American software company

Homestead Technologies Inc. is a web hosting company based in Burlington, Massachusetts.

==Scope==
Homestead offers its members WYSIWIG tools to build and publish their own websites.

Since its founding as a free service provider, Homestead has expanded the scope of its services to include online marketing, paid search ads, SEO tools, and e-commerce services.

Homestead is geared mostly towards small business owners, non-profit administrators, retailers, and hobbyists, unlike competitors such as Angelfire and Yahoo! GeoCities, who target more casual users.

==History==
In October 1997, Justin S. Kitch and Thai Bui founded Homestead, in Menlo Park, California. The company quickly became popular due to its accessibility and ease of use. Its proprietary drag-and-drop SiteBuilder platform enabled users with no prior knowledge of coding or web programming to create fully functioning websites for personal, educational, or business use.

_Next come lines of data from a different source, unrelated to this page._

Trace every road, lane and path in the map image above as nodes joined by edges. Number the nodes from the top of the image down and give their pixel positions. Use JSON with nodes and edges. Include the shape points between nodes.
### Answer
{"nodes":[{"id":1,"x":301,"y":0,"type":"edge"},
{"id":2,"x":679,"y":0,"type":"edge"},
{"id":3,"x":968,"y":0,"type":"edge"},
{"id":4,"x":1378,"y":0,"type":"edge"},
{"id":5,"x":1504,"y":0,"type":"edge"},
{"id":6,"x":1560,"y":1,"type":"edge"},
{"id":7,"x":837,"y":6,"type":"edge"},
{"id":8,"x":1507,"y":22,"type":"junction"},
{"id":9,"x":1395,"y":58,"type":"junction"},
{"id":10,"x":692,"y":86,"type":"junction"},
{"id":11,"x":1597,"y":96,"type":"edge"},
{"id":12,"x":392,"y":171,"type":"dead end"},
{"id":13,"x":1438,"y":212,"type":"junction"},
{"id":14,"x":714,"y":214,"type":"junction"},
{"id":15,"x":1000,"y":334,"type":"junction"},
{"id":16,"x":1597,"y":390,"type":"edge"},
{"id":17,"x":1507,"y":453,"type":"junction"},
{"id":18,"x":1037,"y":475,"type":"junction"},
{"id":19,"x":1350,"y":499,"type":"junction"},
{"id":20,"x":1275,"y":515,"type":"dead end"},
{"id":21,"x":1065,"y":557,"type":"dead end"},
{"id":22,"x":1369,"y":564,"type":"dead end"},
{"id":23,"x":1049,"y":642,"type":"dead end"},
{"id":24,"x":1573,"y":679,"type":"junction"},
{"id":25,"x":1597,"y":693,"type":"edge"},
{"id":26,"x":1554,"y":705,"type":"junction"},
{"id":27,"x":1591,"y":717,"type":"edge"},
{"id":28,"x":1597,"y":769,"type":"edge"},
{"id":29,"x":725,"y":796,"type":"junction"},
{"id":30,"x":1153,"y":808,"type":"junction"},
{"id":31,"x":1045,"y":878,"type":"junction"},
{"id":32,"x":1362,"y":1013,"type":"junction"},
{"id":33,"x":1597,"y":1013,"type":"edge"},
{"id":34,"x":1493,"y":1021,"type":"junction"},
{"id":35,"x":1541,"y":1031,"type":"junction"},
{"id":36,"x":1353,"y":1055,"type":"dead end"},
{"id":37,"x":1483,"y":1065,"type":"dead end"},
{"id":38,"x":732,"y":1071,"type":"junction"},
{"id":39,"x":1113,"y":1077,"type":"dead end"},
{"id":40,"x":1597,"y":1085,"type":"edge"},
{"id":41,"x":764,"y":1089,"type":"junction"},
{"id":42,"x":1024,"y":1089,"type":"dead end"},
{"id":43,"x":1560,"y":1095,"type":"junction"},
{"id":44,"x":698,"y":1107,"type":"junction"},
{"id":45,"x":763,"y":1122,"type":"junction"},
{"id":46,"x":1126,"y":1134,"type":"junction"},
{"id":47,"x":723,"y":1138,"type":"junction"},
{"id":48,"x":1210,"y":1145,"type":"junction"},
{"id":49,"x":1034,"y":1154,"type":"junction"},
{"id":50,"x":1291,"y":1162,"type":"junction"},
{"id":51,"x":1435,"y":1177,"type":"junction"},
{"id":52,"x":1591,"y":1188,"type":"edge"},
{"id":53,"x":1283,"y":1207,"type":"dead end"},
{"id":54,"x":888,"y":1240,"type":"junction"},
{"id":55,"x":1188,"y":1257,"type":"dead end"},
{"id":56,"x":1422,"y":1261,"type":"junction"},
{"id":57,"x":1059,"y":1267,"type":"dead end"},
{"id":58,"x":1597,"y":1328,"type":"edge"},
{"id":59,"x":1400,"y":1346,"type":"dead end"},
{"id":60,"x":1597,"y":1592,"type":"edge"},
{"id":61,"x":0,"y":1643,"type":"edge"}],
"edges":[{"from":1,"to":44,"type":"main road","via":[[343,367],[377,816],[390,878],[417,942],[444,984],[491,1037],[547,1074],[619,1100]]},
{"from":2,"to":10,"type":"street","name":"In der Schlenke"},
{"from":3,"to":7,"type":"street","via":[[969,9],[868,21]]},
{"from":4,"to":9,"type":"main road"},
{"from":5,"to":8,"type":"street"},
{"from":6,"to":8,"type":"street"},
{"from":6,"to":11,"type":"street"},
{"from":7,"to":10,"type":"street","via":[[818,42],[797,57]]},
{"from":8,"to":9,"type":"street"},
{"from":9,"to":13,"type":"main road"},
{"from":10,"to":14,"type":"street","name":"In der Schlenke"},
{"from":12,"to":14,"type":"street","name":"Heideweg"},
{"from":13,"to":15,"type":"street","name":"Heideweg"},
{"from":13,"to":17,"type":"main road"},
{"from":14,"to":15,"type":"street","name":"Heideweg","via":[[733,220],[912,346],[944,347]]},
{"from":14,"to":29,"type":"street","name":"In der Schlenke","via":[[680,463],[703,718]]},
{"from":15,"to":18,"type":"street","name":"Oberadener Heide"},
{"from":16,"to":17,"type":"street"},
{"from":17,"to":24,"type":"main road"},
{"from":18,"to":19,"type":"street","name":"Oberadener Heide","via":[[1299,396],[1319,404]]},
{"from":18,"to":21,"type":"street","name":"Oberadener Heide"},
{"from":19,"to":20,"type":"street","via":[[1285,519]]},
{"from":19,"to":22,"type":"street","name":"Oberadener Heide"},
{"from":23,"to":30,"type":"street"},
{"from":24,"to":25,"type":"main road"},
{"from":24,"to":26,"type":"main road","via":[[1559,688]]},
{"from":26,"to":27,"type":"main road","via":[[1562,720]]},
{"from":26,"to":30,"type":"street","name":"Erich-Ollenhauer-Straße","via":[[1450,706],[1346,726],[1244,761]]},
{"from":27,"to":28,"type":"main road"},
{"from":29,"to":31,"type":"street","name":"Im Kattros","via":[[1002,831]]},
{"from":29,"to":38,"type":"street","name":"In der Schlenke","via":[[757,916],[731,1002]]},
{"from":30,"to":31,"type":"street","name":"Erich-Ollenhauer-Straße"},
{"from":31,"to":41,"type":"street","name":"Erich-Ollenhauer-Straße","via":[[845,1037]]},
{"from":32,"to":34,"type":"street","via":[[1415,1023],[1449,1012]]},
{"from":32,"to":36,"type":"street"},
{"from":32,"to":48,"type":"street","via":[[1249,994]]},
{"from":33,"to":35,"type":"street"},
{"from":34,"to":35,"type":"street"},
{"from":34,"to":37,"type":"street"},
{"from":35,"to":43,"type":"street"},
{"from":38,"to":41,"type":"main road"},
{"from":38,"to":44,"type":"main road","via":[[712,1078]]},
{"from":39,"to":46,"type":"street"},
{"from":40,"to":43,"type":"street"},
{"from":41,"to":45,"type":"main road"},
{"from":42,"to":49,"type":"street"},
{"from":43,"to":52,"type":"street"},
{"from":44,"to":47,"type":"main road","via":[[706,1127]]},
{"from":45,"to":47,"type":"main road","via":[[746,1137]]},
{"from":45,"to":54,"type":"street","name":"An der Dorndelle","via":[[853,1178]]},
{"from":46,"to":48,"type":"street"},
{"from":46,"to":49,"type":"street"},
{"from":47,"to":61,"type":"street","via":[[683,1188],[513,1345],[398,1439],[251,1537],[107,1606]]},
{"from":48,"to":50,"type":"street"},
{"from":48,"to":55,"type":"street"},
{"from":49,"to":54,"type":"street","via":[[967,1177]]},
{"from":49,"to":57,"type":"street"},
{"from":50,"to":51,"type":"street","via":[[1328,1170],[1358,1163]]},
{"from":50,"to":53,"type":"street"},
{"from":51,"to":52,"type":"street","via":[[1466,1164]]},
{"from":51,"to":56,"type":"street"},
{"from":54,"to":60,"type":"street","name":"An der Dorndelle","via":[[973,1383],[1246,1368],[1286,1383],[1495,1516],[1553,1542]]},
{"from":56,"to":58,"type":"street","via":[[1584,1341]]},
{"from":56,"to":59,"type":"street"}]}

In June 1998, the company launched Homestead.com, which enabled Internet users to build a website, with a focus on small businesses, e-commerce, and their related services, such as consulting, listings, and online business directories.

By October 1999 member registrations reached two million.

In October 2003, Homestead Technologies launched PhotoSite, a photo sharing and web hosting service tailored to amateur digital photography.

In March 2005, PhotoSite was sold to United Online.

In December 2007, Homestead was acquired by financial and tax preparation software giant Intuit for US$170 million to bolster its web hosting offerings.

On August 16, 2012, Intuit announced that Homestead would be purchased by web hosting company Endurance International Group of Burlington, Massachusetts.